[[ Data excerpts open ]]

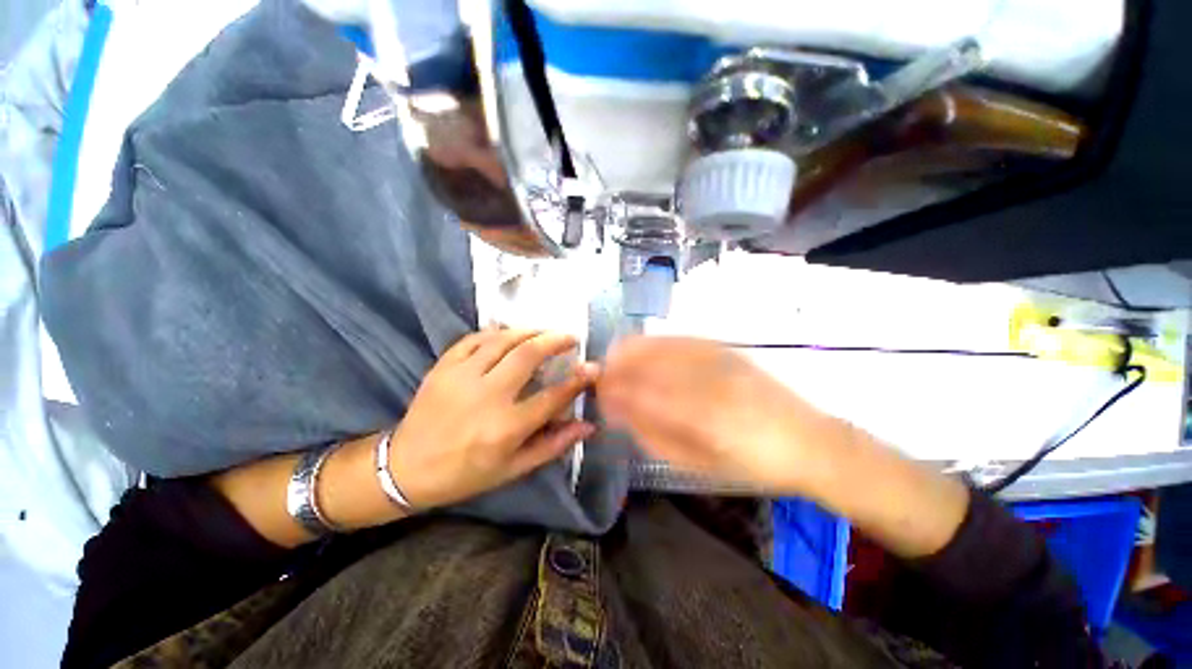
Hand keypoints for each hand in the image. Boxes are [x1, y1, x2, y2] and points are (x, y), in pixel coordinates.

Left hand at [389, 329, 597, 509]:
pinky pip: (474, 339)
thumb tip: (588, 426)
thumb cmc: (465, 474)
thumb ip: (553, 445)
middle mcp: (487, 397)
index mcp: (506, 428)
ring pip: (503, 340)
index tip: (593, 368)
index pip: (553, 396)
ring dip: (530, 331)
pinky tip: (509, 334)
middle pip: (528, 355)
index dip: (578, 380)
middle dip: (555, 341)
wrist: (405, 469)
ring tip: (545, 332)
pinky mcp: (443, 367)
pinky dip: (496, 333)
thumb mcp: (513, 469)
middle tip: (570, 337)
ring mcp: (461, 377)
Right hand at [597, 337, 847, 495]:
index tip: (597, 393)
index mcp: (701, 420)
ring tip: (615, 357)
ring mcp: (720, 362)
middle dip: (617, 368)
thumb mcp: (698, 465)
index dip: (614, 391)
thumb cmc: (751, 465)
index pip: (642, 397)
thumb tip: (621, 415)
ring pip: (663, 346)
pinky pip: (682, 339)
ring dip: (633, 350)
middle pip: (649, 366)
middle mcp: (708, 384)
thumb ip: (655, 437)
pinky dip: (657, 341)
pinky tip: (644, 345)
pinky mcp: (728, 350)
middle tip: (601, 375)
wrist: (809, 443)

[[ Data excerpts closed ]]

What the task asks = Each entry above should be written out verbatim, minus its pictures.

Result of the task =
Hand keypoints for each hand in the image. Boxes are [x1, y1, x2, y2] and points are (x, y), in pixel coordinates.

Left hand at [389, 329, 597, 509]:
pinky pip: (474, 339)
thumb tip: (588, 426)
thumb cmc: (465, 474)
thumb ip: (553, 445)
middle mcp: (487, 397)
index mcp: (506, 428)
ring pip: (503, 340)
index tip: (593, 368)
index pip: (553, 396)
ring dip: (530, 331)
pinky tip: (509, 334)
middle pip: (528, 355)
index dip: (578, 380)
middle dip: (555, 341)
wrist: (405, 469)
ring tip: (545, 332)
pinky mcp: (443, 367)
pinky dip: (496, 333)
thumb mcp: (513, 469)
middle tip: (570, 337)
ring mcp: (461, 377)
Right hand at [597, 337, 847, 495]:
index tip: (597, 393)
index mcp: (701, 420)
ring tip: (615, 357)
ring mcp: (720, 362)
middle dip: (617, 368)
thumb mcp: (698, 465)
index dip: (614, 391)
thumb cmc: (751, 465)
index pip: (642, 397)
thumb tip: (621, 415)
ring pip: (663, 346)
pinky pip: (682, 339)
ring dip: (633, 350)
middle pip: (649, 366)
middle mcp: (708, 384)
thumb ip: (655, 437)
pinky dip: (657, 341)
pinky tip: (644, 345)
pinky mcp: (728, 350)
middle tip: (601, 375)
wrist: (809, 443)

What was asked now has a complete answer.